The situation involving Todd Stoughton illustrates the problem perfectly. Moving an official into a different office with a promotion and pay increase is difficult to reconcile with the public's understanding of accountability. Residents are capable of recognizing the difference between corrective action and administrative reshuffling.
I also appreciated your comments regarding Southernmost Point Plaza and the treatment of the Morgan family. Whether one supported the project or opposed it, community voices deserve respect. When experienced residents feel dismissed, trust in local government erodes.
Your point about the grand jury deserves special emphasis. Grand jurors review sworn testimony and evidence that elected officials do not see. Dismissing their conclusions without engaging the underlying facts risks appearing more defensive than substantive.
What many residents want is actually very simple: honesty, transparency, and measurable results. Flooded streets do not care about strategic alignment. Struggling businesses do not benefit from stakeholder engagement jargon. People want to know what is being done, what is working, what is not working, and who is responsible.
The election will come and go, but the challenges facing Key West will remain. Whoever occupies City Hall next will inherit the same infrastructure issues, the same flooding concerns, and the same obligation to earn the public's trust.
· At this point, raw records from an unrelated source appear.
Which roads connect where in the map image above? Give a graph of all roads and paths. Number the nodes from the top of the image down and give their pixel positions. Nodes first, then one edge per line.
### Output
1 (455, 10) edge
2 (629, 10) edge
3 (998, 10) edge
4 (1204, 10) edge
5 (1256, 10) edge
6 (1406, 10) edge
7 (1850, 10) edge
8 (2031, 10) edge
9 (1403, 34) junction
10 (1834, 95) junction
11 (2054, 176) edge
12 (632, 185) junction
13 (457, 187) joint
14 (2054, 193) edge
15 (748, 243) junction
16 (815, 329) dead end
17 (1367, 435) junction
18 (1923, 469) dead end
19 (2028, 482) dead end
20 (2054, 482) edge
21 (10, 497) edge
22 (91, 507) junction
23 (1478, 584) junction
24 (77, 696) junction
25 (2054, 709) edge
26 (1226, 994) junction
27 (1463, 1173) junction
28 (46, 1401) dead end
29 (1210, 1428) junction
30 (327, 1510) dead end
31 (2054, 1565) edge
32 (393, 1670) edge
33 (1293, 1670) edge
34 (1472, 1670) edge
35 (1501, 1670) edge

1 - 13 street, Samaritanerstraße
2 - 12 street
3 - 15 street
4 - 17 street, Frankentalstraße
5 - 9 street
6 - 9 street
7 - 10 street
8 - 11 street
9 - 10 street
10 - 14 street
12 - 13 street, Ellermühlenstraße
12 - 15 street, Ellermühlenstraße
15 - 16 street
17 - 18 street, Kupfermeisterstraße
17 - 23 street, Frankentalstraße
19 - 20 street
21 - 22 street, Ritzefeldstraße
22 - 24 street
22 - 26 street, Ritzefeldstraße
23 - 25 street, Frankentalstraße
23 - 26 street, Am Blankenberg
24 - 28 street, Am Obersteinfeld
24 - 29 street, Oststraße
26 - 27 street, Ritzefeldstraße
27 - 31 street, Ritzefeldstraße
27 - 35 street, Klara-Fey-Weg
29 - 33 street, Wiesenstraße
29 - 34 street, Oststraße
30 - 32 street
That trust begins with accountability.
Loretta M. Di Tocco
Key West
I try to step back to see the common thread occurring in our city government leadership. It all points to the identical problem: This Commission majority and staff management all believe they are in power to rule, not represent. They have their special interests who get most of their attention and they vote in THEIR favor instead of the residents and voters who they should be representing. We have some responsibility in this too. Us voters need to be equipped with the information and history of the actual votes that have taken place. Because if every voter knew how this leadership continually votes against their personal interests, they would have never gotten elected.
Thank you Ted for focusing voters on the truth. May your words be read and understood.